Assigned task >> All the data beneath this line is to be reproduced exactly.

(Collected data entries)
---

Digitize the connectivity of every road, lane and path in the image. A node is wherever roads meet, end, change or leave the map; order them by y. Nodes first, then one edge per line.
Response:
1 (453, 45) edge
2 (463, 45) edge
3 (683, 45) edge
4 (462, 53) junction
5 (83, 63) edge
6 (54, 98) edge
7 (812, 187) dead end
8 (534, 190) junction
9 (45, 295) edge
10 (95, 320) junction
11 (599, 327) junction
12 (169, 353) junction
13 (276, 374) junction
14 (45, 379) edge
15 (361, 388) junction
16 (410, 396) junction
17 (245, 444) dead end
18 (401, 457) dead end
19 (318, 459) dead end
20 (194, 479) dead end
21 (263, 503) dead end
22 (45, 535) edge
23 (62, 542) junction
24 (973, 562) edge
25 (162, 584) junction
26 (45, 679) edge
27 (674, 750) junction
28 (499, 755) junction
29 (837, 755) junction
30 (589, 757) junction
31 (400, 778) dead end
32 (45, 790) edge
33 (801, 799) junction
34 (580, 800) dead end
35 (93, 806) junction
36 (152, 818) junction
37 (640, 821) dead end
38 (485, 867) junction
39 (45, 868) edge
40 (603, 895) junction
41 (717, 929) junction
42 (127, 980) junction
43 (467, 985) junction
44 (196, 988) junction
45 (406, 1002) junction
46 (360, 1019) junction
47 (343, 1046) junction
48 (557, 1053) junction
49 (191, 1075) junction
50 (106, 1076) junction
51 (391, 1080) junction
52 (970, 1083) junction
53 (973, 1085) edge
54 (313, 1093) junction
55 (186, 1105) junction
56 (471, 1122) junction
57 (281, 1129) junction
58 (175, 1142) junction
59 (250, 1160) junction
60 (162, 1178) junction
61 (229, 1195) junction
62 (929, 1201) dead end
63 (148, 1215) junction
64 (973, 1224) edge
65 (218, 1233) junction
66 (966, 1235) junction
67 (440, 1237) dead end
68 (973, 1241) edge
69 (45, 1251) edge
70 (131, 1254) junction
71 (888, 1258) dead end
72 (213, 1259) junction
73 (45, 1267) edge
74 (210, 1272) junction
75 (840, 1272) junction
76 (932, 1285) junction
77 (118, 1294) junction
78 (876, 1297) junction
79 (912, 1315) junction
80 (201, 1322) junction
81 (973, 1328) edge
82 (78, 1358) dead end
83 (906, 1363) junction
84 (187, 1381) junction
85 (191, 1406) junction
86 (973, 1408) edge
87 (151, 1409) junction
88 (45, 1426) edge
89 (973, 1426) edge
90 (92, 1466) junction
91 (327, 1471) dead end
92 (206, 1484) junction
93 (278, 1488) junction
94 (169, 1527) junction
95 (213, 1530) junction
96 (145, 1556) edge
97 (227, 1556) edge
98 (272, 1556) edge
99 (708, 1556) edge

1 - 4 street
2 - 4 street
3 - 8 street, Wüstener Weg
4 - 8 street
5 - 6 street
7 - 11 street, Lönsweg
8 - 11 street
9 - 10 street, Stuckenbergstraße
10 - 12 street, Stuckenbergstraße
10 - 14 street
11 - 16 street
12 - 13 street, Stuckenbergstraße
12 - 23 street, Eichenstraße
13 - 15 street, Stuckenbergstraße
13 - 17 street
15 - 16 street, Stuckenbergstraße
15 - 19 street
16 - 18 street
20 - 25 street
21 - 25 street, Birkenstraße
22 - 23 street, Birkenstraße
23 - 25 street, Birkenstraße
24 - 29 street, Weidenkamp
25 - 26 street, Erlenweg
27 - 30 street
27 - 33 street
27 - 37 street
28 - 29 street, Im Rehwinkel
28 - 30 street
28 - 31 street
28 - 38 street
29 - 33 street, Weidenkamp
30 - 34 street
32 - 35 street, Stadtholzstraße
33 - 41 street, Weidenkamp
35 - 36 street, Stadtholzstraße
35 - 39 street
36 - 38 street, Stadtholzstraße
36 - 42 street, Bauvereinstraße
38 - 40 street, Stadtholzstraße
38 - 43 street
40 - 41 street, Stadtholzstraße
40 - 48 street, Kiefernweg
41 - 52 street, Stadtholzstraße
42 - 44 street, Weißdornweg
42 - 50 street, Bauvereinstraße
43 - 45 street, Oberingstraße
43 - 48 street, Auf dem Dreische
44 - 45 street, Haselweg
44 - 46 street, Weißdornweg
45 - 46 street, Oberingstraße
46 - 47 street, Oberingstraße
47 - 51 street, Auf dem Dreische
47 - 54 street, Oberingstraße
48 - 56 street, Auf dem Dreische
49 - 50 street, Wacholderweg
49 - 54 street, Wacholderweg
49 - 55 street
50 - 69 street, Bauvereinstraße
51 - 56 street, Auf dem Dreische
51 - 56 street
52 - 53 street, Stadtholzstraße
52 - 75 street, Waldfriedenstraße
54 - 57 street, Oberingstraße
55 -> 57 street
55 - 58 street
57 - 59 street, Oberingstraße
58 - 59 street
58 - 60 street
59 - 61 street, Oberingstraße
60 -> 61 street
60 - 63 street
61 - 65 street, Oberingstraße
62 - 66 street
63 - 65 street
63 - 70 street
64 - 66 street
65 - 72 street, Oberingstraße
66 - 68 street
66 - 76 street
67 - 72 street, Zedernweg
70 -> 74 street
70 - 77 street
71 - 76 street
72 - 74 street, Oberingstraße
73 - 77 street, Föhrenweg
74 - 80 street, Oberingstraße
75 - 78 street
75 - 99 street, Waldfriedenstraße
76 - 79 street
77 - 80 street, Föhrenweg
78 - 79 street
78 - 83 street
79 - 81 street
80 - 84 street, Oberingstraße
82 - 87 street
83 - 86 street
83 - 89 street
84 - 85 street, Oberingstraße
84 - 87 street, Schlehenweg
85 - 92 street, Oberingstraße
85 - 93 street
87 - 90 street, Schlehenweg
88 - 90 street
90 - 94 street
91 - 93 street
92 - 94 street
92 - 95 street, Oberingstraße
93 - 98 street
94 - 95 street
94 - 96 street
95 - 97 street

---

Response >>
Digitize the connectivity of every road, lane and path in the image. A node is wherever roads meet, end, change or leave the map; order them by y. Nodes first, then one edge per line.
Response:
1 (453, 45) edge
2 (463, 45) edge
3 (683, 45) edge
4 (462, 53) junction
5 (83, 63) edge
6 (54, 98) edge
7 (812, 187) dead end
8 (534, 190) junction
9 (45, 295) edge
10 (95, 320) junction
11 (599, 327) junction
12 (169, 353) junction
13 (276, 374) junction
14 (45, 379) edge
15 (361, 388) junction
16 (410, 396) junction
17 (245, 444) dead end
18 (401, 457) dead end
19 (318, 459) dead end
20 (194, 479) dead end
21 (263, 503) dead end
22 (45, 535) edge
23 (62, 542) junction
24 (973, 562) edge
25 (162, 584) junction
26 (45, 679) edge
27 (674, 750) junction
28 (499, 755) junction
29 (837, 755) junction
30 (589, 757) junction
31 (400, 778) dead end
32 (45, 790) edge
33 (801, 799) junction
34 (580, 800) dead end
35 (93, 806) junction
36 (152, 818) junction
37 (640, 821) dead end
38 (485, 867) junction
39 (45, 868) edge
40 (603, 895) junction
41 (717, 929) junction
42 (127, 980) junction
43 (467, 985) junction
44 (196, 988) junction
45 (406, 1002) junction
46 (360, 1019) junction
47 (343, 1046) junction
48 (557, 1053) junction
49 (191, 1075) junction
50 (106, 1076) junction
51 (391, 1080) junction
52 (970, 1083) junction
53 (973, 1085) edge
54 (313, 1093) junction
55 (186, 1105) junction
56 (471, 1122) junction
57 (281, 1129) junction
58 (175, 1142) junction
59 (250, 1160) junction
60 (162, 1178) junction
61 (229, 1195) junction
62 (929, 1201) dead end
63 (148, 1215) junction
64 (973, 1224) edge
65 (218, 1233) junction
66 (966, 1235) junction
67 (440, 1237) dead end
68 (973, 1241) edge
69 (45, 1251) edge
70 (131, 1254) junction
71 (888, 1258) dead end
72 (213, 1259) junction
73 (45, 1267) edge
74 (210, 1272) junction
75 (840, 1272) junction
76 (932, 1285) junction
77 (118, 1294) junction
78 (876, 1297) junction
79 (912, 1315) junction
80 (201, 1322) junction
81 (973, 1328) edge
82 (78, 1358) dead end
83 (906, 1363) junction
84 (187, 1381) junction
85 (191, 1406) junction
86 (973, 1408) edge
87 (151, 1409) junction
88 (45, 1426) edge
89 (973, 1426) edge
90 (92, 1466) junction
91 (327, 1471) dead end
92 (206, 1484) junction
93 (278, 1488) junction
94 (169, 1527) junction
95 (213, 1530) junction
96 (145, 1556) edge
97 (227, 1556) edge
98 (272, 1556) edge
99 (708, 1556) edge

1 - 4 street
2 - 4 street
3 - 8 street, Wüstener Weg
4 - 8 street
5 - 6 street
7 - 11 street, Lönsweg
8 - 11 street
9 - 10 street, Stuckenbergstraße
10 - 12 street, Stuckenbergstraße
10 - 14 street
11 - 16 street
12 - 13 street, Stuckenbergstraße
12 - 23 street, Eichenstraße
13 - 15 street, Stuckenbergstraße
13 - 17 street
15 - 16 street, Stuckenbergstraße
15 - 19 street
16 - 18 street
20 - 25 street
21 - 25 street, Birkenstraße
22 - 23 street, Birkenstraße
23 - 25 street, Birkenstraße
24 - 29 street, Weidenkamp
25 - 26 street, Erlenweg
27 - 30 street
27 - 33 street
27 - 37 street
28 - 29 street, Im Rehwinkel
28 - 30 street
28 - 31 street
28 - 38 street
29 - 33 street, Weidenkamp
30 - 34 street
32 - 35 street, Stadtholzstraße
33 - 41 street, Weidenkamp
35 - 36 street, Stadtholzstraße
35 - 39 street
36 - 38 street, Stadtholzstraße
36 - 42 street, Bauvereinstraße
38 - 40 street, Stadtholzstraße
38 - 43 street
40 - 41 street, Stadtholzstraße
40 - 48 street, Kiefernweg
41 - 52 street, Stadtholzstraße
42 - 44 street, Weißdornweg
42 - 50 street, Bauvereinstraße
43 - 45 street, Oberingstraße
43 - 48 street, Auf dem Dreische
44 - 45 street, Haselweg
44 - 46 street, Weißdornweg
45 - 46 street, Oberingstraße
46 - 47 street, Oberingstraße
47 - 51 street, Auf dem Dreische
47 - 54 street, Oberingstraße
48 - 56 street, Auf dem Dreische
49 - 50 street, Wacholderweg
49 - 54 street, Wacholderweg
49 - 55 street
50 - 69 street, Bauvereinstraße
51 - 56 street, Auf dem Dreische
51 - 56 street
52 - 53 street, Stadtholzstraße
52 - 75 street, Waldfriedenstraße
54 - 57 street, Oberingstraße
55 -> 57 street
55 - 58 street
57 - 59 street, Oberingstraße
58 - 59 street
58 - 60 street
59 - 61 street, Oberingstraße
60 -> 61 street
60 - 63 street
61 - 65 street, Oberingstraße
62 - 66 street
63 - 65 street
63 - 70 street
64 - 66 street
65 - 72 street, Oberingstraße
66 - 68 street
66 - 76 street
67 - 72 street, Zedernweg
70 -> 74 street
70 - 77 street
71 - 76 street
72 - 74 street, Oberingstraße
73 - 77 street, Föhrenweg
74 - 80 street, Oberingstraße
75 - 78 street
75 - 99 street, Waldfriedenstraße
76 - 79 street
77 - 80 street, Föhrenweg
78 - 79 street
78 - 83 street
79 - 81 street
80 - 84 street, Oberingstraße
82 - 87 street
83 - 86 street
83 - 89 street
84 - 85 street, Oberingstraße
84 - 87 street, Schlehenweg
85 - 92 street, Oberingstraße
85 - 93 street
87 - 90 street, Schlehenweg
88 - 90 street
90 - 94 street
91 - 93 street
92 - 94 street
92 - 95 street, Oberingstraße
93 - 98 street
94 - 95 street
94 - 96 street
95 - 97 street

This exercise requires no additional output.